What is being asked: Search the data for the string "nodes" and extract every line where it appears.

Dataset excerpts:
———

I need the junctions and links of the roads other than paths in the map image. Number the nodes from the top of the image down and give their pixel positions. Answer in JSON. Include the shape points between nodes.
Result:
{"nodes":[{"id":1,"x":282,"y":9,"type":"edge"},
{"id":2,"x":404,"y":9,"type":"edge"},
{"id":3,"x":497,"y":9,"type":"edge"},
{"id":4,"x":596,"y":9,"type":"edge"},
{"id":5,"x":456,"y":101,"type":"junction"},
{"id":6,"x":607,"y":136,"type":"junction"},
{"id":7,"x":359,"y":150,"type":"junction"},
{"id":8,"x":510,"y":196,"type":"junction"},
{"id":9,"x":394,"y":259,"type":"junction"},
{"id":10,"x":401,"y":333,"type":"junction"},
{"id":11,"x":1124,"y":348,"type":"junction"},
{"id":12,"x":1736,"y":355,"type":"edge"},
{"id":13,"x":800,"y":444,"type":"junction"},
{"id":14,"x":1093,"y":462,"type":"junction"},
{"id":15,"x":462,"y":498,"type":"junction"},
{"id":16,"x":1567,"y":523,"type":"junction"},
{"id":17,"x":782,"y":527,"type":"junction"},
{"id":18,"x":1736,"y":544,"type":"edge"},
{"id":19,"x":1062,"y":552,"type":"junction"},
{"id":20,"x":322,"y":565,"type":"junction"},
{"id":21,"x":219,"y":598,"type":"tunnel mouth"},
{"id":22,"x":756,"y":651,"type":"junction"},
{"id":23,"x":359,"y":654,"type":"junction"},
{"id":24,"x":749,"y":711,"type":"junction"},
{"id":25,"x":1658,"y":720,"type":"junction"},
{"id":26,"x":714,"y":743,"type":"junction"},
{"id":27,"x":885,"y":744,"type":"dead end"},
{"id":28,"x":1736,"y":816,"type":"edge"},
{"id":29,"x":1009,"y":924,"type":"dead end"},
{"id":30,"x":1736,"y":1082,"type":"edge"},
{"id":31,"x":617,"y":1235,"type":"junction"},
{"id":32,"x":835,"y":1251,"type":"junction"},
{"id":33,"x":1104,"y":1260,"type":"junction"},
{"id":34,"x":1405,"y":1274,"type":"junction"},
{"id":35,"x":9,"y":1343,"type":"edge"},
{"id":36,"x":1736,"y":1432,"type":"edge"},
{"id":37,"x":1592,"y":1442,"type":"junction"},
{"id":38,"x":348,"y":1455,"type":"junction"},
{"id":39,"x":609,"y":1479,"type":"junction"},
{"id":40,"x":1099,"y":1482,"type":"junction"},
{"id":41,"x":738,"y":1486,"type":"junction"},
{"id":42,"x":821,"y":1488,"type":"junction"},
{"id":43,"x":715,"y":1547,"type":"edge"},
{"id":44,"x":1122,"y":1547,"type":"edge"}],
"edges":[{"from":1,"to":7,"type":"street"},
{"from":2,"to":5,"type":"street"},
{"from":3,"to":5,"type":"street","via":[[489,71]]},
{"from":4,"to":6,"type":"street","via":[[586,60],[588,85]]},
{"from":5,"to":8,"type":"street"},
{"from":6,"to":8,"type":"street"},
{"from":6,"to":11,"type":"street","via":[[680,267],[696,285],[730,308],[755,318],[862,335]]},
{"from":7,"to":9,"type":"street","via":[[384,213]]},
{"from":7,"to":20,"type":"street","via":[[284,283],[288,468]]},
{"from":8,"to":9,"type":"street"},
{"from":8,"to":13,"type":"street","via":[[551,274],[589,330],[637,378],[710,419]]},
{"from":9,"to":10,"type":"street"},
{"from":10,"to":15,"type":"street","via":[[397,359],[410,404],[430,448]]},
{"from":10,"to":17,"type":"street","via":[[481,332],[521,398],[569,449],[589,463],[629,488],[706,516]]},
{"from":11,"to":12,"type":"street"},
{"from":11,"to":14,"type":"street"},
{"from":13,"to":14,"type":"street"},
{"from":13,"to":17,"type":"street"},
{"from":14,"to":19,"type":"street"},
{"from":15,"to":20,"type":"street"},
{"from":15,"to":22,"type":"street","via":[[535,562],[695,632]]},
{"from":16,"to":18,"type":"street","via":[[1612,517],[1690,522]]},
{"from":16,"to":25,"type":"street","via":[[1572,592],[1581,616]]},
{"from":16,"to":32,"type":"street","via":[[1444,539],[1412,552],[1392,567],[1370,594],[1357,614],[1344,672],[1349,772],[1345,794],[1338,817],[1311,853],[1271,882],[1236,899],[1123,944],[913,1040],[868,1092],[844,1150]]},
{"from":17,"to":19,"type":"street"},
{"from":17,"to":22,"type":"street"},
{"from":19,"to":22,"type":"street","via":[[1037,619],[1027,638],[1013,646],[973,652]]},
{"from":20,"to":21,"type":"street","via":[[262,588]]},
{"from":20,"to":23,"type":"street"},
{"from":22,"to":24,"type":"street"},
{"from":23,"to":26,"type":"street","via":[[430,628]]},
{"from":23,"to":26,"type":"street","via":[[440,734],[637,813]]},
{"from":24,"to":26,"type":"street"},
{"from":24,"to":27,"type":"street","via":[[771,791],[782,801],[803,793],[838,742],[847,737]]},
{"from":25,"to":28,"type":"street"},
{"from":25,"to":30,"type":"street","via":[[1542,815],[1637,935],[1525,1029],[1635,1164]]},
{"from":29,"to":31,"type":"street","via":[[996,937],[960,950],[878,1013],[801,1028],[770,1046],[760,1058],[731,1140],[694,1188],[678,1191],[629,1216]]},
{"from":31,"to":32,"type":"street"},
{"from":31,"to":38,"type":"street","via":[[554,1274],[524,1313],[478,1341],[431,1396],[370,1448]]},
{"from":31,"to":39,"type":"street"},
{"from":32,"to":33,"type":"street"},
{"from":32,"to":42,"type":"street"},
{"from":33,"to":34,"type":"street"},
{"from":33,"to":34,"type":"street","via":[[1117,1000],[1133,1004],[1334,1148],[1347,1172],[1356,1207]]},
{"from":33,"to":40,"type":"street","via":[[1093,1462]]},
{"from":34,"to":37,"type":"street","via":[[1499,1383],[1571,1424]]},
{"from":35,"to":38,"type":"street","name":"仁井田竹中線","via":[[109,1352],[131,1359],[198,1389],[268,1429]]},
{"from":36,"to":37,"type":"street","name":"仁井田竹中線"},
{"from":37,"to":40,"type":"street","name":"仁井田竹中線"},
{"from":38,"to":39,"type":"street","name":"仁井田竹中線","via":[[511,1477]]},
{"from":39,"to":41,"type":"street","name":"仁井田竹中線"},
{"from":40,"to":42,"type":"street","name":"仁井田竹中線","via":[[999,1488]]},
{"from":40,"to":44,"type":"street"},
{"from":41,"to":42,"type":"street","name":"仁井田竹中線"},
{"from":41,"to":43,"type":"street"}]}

———

Result of the task:
I need the junctions and links of the roads other than paths in the map image. Number the nodes from the top of the image down and give their pixel positions. Answer in JSON. Include the shape points between nodes.
{"nodes":[{"id":1,"x":282,"y":9,"type":"edge"},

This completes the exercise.